◆ **Task requirements**
Show all the lines in the data below that include the word "Lung".

Stored data:
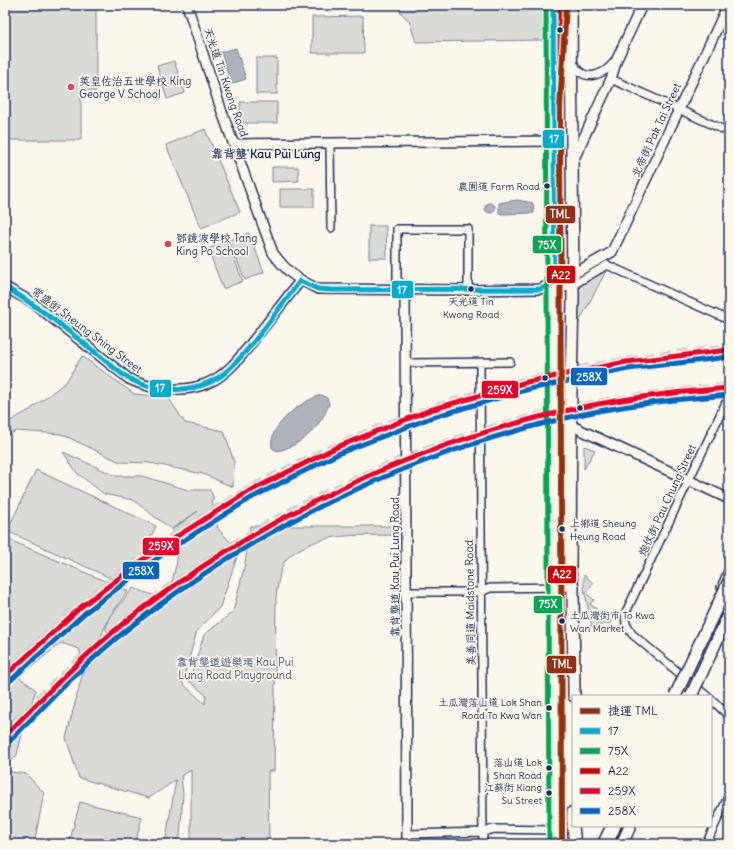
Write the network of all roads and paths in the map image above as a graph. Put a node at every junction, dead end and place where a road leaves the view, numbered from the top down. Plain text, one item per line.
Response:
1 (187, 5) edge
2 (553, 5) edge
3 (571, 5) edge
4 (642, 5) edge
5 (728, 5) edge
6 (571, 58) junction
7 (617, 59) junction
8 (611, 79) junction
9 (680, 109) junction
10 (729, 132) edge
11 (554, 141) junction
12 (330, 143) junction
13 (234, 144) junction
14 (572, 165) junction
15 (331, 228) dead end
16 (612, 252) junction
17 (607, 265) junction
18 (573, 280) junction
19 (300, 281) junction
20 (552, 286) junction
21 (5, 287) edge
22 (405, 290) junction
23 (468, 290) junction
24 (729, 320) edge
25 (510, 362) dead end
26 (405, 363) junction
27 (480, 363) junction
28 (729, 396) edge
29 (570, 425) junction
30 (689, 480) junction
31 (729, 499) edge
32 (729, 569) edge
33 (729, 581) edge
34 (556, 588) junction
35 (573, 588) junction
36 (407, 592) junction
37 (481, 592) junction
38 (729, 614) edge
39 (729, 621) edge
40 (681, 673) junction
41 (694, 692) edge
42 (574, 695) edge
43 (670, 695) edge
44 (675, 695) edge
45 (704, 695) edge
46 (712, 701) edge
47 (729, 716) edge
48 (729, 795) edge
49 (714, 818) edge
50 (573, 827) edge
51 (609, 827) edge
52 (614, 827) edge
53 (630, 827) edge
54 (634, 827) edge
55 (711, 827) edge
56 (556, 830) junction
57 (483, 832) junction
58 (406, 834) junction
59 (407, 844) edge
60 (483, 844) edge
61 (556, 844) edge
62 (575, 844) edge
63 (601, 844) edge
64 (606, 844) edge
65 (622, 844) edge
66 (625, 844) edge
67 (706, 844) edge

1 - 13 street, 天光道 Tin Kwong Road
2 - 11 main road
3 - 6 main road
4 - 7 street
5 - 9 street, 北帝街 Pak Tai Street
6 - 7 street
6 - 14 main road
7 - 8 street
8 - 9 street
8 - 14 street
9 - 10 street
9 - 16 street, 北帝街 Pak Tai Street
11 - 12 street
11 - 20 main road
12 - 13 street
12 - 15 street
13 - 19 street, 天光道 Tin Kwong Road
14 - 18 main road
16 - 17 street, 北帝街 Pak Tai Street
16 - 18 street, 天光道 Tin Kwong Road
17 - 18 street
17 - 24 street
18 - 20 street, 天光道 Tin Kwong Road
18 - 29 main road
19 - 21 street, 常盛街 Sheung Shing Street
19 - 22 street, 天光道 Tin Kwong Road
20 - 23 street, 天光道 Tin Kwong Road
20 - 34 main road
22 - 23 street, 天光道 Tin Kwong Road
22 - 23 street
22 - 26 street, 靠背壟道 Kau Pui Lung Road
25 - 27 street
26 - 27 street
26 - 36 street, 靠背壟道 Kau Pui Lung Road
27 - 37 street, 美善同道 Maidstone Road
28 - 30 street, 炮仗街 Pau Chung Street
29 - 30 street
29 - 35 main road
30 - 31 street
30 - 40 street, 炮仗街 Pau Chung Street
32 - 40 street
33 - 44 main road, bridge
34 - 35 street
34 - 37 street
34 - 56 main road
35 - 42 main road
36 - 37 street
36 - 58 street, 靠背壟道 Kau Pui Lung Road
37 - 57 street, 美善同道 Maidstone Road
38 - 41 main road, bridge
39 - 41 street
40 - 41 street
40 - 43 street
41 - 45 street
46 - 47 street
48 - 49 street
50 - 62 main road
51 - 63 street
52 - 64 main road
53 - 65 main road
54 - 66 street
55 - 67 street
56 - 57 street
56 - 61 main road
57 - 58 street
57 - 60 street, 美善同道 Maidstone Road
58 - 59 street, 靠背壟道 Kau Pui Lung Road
...
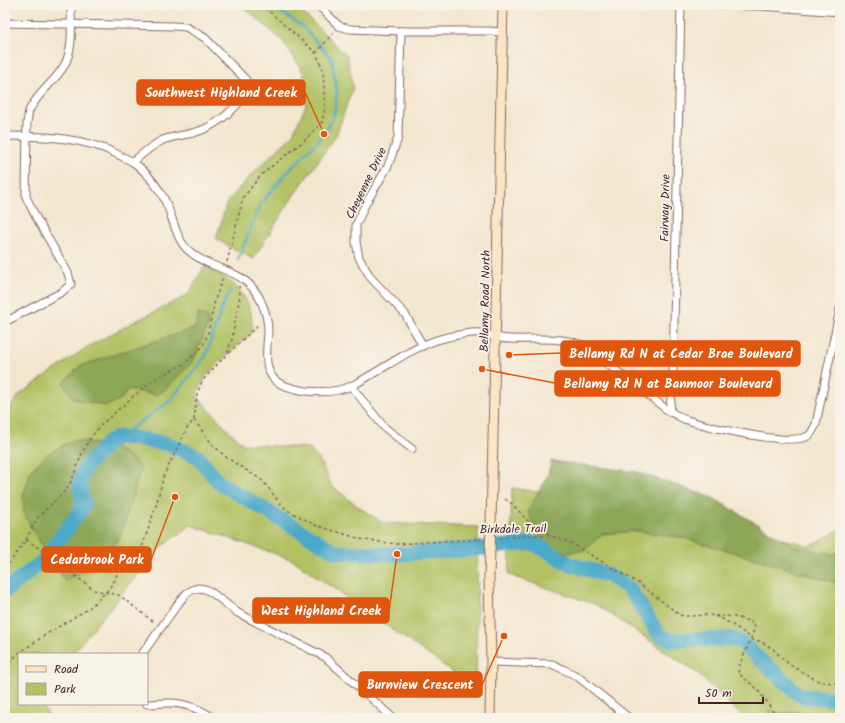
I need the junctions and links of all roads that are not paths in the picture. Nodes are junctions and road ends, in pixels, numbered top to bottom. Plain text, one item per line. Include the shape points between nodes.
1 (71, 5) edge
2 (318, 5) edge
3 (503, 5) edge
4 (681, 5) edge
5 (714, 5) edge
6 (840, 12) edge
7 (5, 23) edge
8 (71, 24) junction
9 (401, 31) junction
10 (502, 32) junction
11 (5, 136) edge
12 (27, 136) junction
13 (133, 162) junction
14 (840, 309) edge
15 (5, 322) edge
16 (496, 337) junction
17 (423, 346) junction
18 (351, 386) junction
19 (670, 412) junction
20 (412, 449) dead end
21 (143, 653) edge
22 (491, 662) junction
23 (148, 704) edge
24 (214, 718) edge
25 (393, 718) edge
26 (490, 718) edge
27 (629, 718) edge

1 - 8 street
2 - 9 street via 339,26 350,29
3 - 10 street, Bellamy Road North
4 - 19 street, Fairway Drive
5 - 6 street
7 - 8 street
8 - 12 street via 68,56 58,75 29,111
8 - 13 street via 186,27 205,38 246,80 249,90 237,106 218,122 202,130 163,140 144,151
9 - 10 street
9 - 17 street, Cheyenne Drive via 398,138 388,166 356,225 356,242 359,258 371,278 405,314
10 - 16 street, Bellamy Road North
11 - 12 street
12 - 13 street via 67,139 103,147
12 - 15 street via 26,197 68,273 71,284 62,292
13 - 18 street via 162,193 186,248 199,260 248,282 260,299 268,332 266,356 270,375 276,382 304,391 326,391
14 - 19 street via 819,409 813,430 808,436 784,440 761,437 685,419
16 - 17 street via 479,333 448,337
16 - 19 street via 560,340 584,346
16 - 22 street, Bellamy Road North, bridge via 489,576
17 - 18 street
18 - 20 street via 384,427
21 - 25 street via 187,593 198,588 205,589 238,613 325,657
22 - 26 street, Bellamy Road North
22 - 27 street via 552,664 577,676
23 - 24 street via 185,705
---
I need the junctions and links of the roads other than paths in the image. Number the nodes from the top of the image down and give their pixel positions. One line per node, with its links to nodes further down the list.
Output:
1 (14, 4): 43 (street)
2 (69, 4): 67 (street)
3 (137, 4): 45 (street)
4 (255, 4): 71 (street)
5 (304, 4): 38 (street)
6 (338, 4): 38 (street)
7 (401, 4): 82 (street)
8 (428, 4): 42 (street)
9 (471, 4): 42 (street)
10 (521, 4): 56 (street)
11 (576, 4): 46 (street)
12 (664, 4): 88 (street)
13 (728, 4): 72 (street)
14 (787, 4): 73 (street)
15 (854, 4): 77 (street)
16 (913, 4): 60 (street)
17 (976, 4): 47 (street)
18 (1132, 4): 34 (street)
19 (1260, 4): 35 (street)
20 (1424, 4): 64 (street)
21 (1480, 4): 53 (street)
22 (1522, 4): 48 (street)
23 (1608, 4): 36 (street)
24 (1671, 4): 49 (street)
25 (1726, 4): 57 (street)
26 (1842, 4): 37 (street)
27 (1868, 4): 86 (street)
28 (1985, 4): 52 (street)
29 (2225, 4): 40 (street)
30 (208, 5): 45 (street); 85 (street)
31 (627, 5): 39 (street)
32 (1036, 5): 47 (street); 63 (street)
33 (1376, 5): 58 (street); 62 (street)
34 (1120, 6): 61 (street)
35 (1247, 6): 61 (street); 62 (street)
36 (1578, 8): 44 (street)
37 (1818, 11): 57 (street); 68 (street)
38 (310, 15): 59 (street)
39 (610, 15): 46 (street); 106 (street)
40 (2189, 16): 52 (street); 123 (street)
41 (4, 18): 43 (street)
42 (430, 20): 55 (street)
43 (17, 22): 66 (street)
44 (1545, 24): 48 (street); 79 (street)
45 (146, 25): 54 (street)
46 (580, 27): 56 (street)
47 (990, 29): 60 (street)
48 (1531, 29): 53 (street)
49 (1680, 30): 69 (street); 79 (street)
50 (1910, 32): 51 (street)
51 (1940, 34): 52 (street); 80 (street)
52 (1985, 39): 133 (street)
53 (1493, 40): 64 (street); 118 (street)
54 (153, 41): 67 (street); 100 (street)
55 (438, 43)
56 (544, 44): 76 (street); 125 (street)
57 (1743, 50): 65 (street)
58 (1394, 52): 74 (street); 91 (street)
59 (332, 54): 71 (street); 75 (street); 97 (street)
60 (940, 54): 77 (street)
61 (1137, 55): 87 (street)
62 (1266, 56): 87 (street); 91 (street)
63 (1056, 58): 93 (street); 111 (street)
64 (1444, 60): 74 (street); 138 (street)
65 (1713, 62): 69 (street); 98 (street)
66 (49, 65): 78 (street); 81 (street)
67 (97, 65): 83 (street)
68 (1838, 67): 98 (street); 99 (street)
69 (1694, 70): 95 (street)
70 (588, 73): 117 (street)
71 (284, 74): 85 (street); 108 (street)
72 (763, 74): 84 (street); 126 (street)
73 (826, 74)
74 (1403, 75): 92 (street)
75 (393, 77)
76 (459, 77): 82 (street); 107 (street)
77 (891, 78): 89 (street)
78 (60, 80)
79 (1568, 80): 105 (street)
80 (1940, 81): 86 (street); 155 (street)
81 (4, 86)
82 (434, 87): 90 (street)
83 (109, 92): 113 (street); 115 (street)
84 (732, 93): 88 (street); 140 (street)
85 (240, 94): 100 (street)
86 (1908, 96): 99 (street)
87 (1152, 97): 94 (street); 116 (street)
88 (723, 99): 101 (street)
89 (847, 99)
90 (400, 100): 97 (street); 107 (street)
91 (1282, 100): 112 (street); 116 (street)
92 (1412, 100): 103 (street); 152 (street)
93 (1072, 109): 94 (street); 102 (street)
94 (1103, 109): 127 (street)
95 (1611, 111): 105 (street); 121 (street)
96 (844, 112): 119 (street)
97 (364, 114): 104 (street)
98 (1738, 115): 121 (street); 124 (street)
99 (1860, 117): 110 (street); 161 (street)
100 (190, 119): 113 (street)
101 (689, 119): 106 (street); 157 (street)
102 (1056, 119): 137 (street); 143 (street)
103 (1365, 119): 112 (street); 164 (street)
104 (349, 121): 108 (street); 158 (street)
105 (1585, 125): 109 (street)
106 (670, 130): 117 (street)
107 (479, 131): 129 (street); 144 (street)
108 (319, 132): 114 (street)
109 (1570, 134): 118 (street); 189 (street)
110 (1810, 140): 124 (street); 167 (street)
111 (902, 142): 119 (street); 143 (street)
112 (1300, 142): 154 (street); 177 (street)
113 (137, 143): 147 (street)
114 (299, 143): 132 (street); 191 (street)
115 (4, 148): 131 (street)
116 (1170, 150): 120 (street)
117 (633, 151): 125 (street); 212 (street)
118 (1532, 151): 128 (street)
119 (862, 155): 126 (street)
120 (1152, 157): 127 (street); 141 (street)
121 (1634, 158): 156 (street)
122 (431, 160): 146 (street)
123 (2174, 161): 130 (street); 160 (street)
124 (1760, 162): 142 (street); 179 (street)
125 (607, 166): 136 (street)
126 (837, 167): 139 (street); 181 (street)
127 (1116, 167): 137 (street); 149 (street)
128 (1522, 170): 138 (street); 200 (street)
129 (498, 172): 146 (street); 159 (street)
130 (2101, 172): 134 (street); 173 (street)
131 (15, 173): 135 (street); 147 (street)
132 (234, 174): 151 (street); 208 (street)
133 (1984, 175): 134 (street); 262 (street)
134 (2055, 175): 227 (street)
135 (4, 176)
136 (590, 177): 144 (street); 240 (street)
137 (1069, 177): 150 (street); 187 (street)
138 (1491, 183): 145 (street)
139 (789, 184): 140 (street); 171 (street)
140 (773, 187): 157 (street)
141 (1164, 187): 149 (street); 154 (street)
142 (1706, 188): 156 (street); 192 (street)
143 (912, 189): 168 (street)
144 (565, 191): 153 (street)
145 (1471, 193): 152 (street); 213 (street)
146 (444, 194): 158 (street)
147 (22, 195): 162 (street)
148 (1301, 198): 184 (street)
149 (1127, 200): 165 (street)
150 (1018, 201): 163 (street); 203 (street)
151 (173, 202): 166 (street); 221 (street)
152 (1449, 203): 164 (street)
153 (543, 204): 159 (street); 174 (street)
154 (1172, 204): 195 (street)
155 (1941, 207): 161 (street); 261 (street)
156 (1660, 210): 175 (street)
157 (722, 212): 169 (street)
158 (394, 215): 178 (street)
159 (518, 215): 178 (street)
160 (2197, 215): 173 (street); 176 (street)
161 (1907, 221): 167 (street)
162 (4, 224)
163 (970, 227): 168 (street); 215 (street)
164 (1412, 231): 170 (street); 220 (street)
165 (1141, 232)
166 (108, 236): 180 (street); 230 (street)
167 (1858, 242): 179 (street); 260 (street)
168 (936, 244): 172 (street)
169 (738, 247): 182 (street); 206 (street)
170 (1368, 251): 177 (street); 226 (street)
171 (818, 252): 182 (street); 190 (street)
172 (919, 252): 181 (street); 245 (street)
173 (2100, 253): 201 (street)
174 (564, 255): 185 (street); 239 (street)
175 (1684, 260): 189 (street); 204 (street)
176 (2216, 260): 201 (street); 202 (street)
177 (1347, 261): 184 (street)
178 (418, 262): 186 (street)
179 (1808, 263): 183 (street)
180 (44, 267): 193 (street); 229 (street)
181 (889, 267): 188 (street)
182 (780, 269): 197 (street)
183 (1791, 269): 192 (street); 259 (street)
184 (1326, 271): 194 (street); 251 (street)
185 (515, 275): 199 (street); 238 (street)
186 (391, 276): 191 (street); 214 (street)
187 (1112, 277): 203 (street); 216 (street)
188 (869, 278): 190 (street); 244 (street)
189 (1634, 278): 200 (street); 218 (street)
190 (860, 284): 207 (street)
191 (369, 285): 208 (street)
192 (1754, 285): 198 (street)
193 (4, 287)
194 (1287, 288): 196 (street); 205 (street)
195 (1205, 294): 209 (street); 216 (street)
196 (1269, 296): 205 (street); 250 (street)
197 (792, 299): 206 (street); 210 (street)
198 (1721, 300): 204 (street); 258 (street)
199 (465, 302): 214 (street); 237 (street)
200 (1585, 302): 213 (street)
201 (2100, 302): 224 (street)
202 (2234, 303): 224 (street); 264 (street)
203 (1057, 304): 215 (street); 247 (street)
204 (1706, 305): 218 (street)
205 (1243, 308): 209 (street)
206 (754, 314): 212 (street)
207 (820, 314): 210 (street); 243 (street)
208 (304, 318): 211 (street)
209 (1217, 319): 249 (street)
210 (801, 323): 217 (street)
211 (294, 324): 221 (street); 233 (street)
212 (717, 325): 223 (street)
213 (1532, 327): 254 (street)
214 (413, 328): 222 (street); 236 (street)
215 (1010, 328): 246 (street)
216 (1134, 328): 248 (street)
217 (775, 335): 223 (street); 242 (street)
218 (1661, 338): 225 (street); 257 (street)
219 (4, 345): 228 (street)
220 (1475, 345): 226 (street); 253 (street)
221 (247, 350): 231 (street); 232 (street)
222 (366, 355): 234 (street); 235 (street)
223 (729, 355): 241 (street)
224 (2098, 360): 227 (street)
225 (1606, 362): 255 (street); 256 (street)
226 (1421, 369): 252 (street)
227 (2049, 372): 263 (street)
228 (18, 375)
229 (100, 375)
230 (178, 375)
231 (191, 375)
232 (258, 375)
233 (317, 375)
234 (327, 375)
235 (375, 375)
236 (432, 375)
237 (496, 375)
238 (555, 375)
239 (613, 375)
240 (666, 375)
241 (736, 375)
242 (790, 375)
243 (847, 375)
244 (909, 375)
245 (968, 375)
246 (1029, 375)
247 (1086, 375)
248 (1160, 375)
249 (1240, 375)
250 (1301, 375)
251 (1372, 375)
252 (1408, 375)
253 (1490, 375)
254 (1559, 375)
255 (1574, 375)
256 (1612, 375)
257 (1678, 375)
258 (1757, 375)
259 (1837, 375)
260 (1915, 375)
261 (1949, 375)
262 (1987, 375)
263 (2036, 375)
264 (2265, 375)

◆ **Exercise response**
22 - 26 street, 靠背壟道 Kau Pui Lung Road
26 - 36 street, 靠背壟道 Kau Pui Lung Road
36 - 58 street, 靠背壟道 Kau Pui Lung Road
58 - 59 street, 靠背壟道 Kau Pui Lung Road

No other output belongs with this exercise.